Top of EXTRACTED MATERIAL

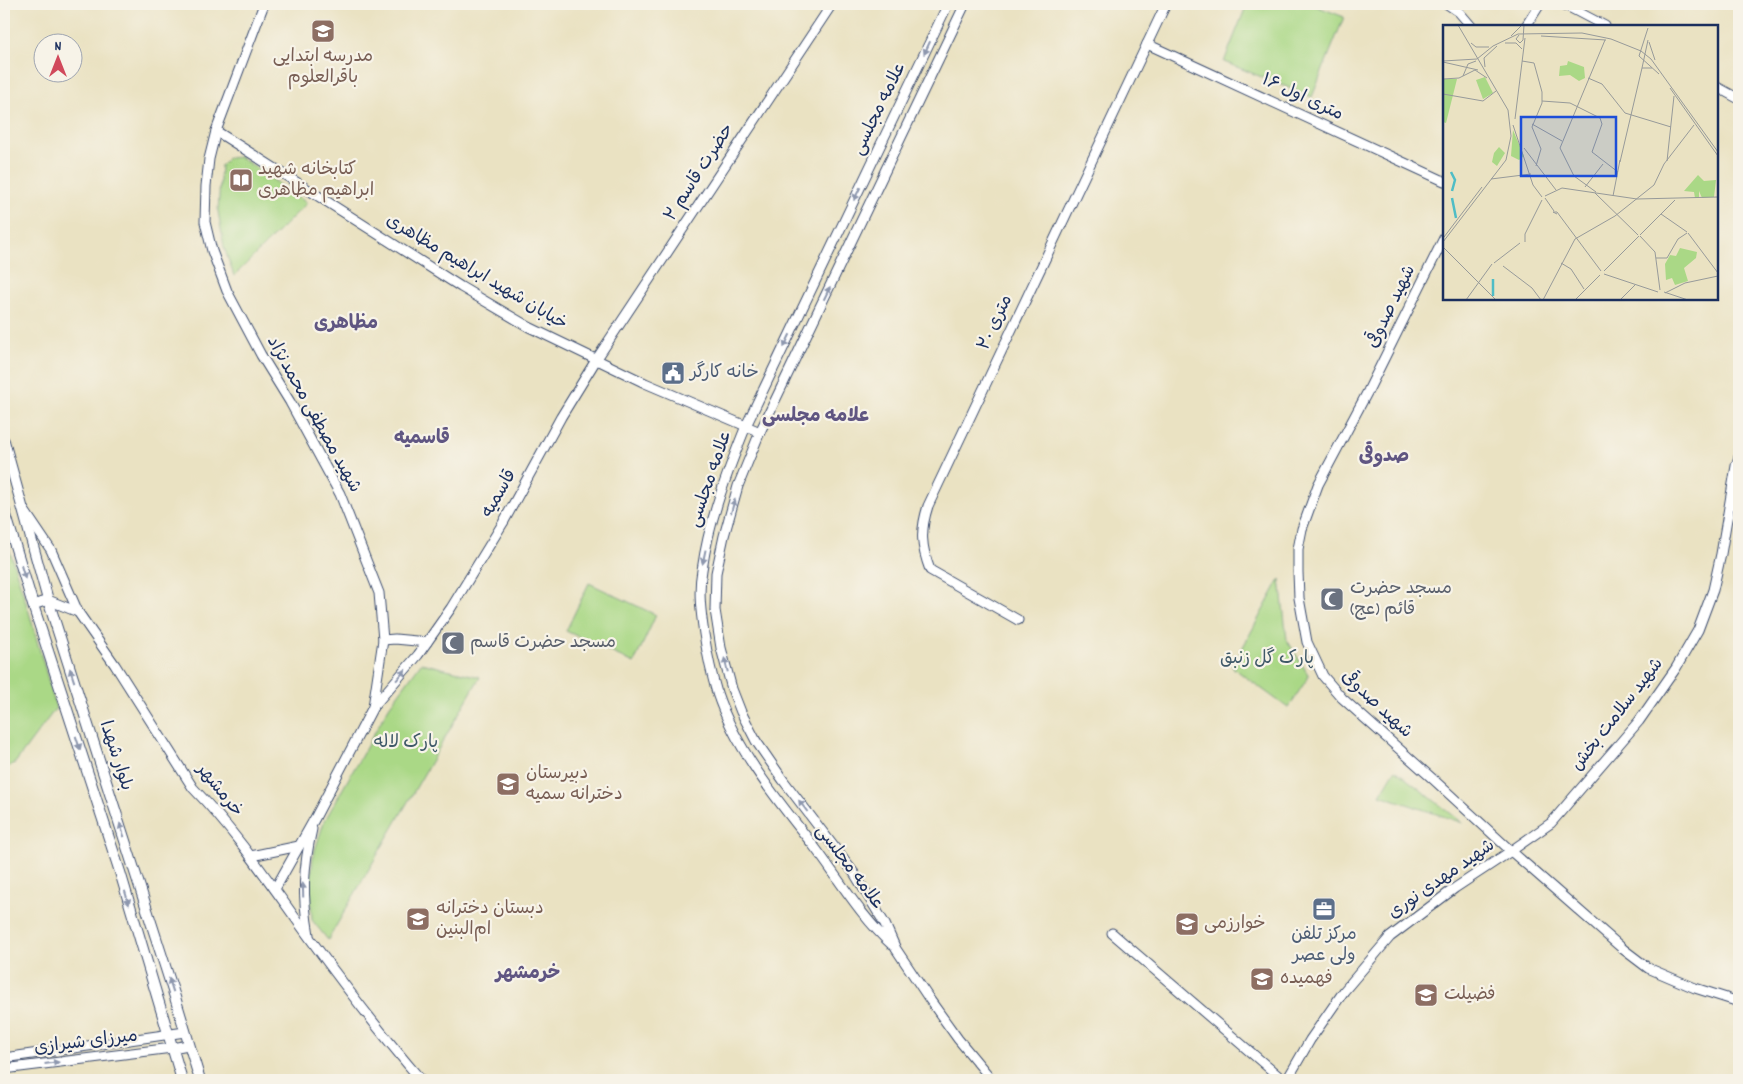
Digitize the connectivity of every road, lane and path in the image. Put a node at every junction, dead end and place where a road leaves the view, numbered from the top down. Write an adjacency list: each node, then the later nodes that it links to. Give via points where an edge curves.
1 (264, 4): 15 (main road, شهید مصطفی محمدنژاد)
2 (832, 4): 18 (main road, ۲ حضرت قاسم)
3 (948, 4): 19 (main road, علامه مجلسی, one-way to 19)
4 (965, 4): 20 (main road, علامه مجلسی, one-way to 4)
5 (1166, 4): 12 (main road, ۲۰ متری)
6 (1447, 4): 9 (main road)
7 (1540, 4): 10 (main road)
8 (1563, 4): 11 (main road)
9 (1470, 25)
10 (1527, 25)
11 (1603, 25)
12 (1147, 44): 16 (main road, ۱۶ متری اول); 30 (main road, ۲۰ متری, via 922,524 922,544 930,570)
13 (1718, 88): 14 (main road)
14 (1739, 99)
15 (216, 131): 18 (main road, خیابان شهید ابراهیم مظاهری, via 461,287 529,327); 31 (main road, شهید مصطفی محمدنژاد, via 206,186 205,222 212,251 227,291 261,356 340,494 379,593)
16 (1443, 181)
17 (1443, 240): 38 (main road, شهید صدوقی, via 1318,485 1299,542 1299,598 1306,642 1323,676 1342,698)
18 (596, 360): 19 (main road, خیابان شهید ابراهیم مظاهری); 32 (main road, قاسمیه, via 503,523)
19 (746, 426): 20 (main road, خیابان شهید ابراهیم مظاهری); 28 (main road, علامه مجلسی, one-way to 28, via 724,481 709,533 701,572)
20 (760, 432): 27 (main road, علامه مجلسی, one-way to 20, via 716,573 724,536 738,486)
21 (4, 441): 23 (main road, بلوار شهدا)
22 (1739, 457): 38 (main road, شهید سلامت بخش, via 1713,590 1698,630 1639,720 1551,823)
23 (20, 503): 25 (main road, بلوار شهدا); 29 (main road, خرمشهر, via 51,550)
24 (4, 508): 26 (main road, بلوار شهدا, one-way to 26)
25 (48, 600): 26 (main road); 29 (main road); 45 (main road, بلوار شهدا, one-way to 25)
26 (32, 605): 46 (main road, بلوار شهدا, one-way to 46, via 120,872)
27 (716, 605): 28 (main road); 34 (main road, علامه مجلسی, one-way to 27, via 756,741 732,689 721,648)
28 (700, 606): 35 (main road, علامه مجلسی, via 706,650 717,693 743,749)
29 (78, 612): 39 (main road, خرمشهر, via 193,788)
30 (1018, 620)
31 (384, 640): 32 (main road); 33 (main road, شهید مصطفی محمدنژاد)
32 (427, 642): 33 (main road, قاسمیه, one-way to 32)
33 (373, 707): 36 (main road, شهید مصطفی محمدنژاد)
34 (783, 780): 35 (main road); 43 (main road, علامه مجلسی, one-way to 34, via 854,873)
35 (770, 789): 43 (main road, علامه مجلسی, via 874,929)
36 (315, 818): 37 (main road, شهید مصطفی محمدنژاد); 42 (main road, one-way to 36, via 303,880)
37 (299, 846): 39 (main road); 40 (main road, شهید مصطفی محمدنژاد)
38 (1511, 852): 44 (main road, شهید صدوقی, via 1648,968); 56 (main road, شهید مهدی نوری, via 1390,936 1344,991)
39 (251, 856): 40 (main road, خرمشهر)
40 (275, 889): 42 (main road, خرمشهر)
41 (1112, 934): 55 (main road)
42 (309, 938): 51 (main road, خرمشهر)
43 (896, 949): 54 (main road, علامه مجلسی, via 958,1039)
44 (1739, 1002)
45 (185, 1032): 46 (main road, میرزای شیرازی); 47 (main road, بلوار شهدا)
46 (168, 1035): 48 (main road, بلوار شهدا); 49 (main road, میرزای شیرازی)
47 (188, 1045): 48 (main road, میرزای شیرازی); 53 (main road, بلوار شهدا)
48 (172, 1048): 50 (main road, میرزای شیرازی, one-way to 48); 52 (main road, بلوار شهدا)
49 (4, 1058)
50 (4, 1069)
51 (418, 1079)
52 (182, 1080)
53 (200, 1080)
54 (992, 1080)
55 (1283, 1080)
56 (1287, 1080)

Bottom of EXTRACTED MATERIAL

HOW TO COMPLETE THIS TASK: What is needed is a count of the lines in the data that contain the word "ابراهیم"; please give it and no other words.

RESULT: 3